• WORK INSTRUCTIONS:
For each line in the data below that holds "wherever", return a copy.

• TASK INPUT:
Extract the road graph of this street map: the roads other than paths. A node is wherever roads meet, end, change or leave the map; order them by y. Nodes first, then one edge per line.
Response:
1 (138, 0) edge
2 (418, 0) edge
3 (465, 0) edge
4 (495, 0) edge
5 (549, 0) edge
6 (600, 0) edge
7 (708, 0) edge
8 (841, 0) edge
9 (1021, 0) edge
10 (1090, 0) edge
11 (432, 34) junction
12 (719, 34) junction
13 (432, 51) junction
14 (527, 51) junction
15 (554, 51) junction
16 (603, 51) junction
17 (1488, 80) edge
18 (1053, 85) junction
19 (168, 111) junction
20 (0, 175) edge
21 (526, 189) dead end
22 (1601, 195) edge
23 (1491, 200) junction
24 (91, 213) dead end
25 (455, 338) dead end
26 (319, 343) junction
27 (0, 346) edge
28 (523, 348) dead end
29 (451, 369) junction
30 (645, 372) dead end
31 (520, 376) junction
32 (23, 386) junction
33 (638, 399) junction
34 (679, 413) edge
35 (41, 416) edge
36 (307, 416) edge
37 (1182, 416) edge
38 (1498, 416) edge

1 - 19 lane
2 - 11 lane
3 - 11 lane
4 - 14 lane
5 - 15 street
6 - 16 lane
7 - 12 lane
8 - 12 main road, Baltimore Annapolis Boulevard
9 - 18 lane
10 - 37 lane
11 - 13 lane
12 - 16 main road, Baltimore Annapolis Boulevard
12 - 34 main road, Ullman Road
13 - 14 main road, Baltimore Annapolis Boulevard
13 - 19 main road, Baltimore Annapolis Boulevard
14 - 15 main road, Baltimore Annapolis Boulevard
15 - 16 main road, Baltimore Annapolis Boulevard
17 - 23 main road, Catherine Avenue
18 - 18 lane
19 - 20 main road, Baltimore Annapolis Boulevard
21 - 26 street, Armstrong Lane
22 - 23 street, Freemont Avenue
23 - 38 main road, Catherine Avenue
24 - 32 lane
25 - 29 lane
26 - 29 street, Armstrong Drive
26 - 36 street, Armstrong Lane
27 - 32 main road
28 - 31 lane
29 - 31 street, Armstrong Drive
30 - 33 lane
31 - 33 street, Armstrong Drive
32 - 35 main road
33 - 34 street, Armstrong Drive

--

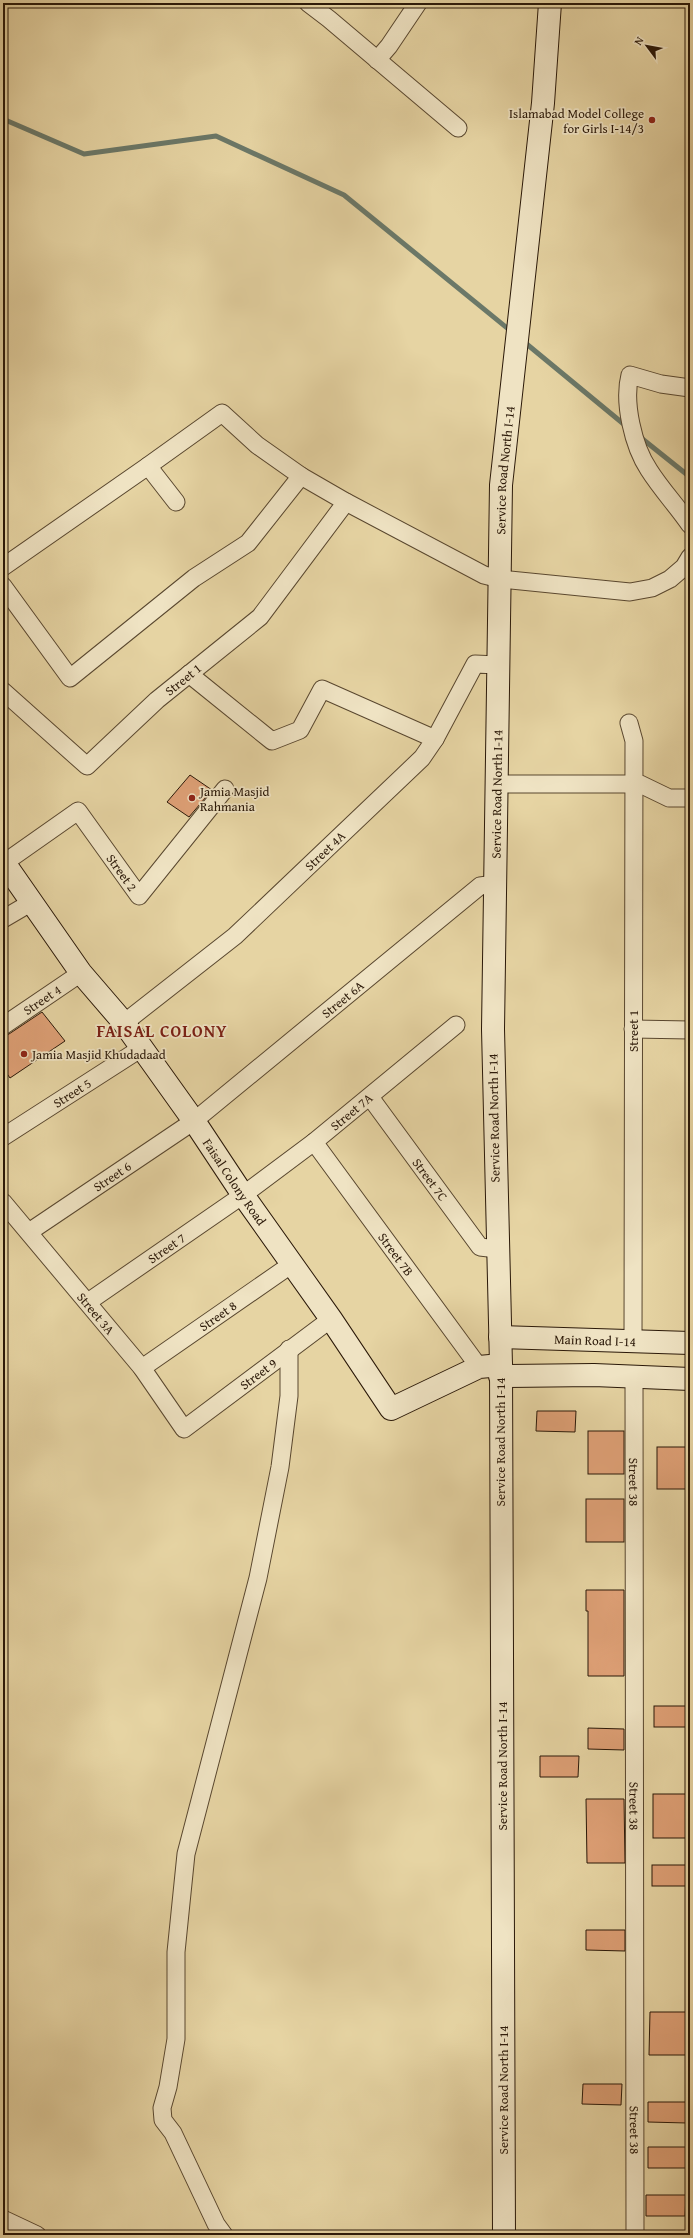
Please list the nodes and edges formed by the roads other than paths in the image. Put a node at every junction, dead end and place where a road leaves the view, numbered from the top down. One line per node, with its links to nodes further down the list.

==

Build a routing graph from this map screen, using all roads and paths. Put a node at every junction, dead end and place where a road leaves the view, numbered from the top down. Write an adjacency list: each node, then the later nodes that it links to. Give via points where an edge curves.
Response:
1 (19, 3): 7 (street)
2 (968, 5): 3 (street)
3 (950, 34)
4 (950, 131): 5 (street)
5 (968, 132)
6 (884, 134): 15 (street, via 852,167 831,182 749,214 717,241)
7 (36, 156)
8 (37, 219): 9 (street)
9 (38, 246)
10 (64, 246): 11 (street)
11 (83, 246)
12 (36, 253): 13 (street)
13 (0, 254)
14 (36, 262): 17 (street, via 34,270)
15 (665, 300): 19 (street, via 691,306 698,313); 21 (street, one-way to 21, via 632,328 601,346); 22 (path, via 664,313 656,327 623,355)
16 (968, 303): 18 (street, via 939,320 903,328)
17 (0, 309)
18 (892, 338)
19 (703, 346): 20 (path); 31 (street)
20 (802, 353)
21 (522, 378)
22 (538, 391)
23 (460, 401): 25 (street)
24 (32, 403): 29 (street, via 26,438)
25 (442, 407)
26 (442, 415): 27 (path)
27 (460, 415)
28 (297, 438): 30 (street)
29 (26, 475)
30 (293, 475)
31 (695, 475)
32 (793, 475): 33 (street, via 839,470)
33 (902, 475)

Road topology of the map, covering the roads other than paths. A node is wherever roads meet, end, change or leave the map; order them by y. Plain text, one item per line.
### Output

• ANSWER TO THIS PROBLEM:
Extract the road graph of this street map: the roads other than paths. A node is wherever roads meet, end, change or leave the map; order them by y. Nodes first, then one edge per line.
Road topology of the map, covering the roads other than paths. A node is wherever roads meet, end, change or leave the map; order them by y. Plain text, one item per line.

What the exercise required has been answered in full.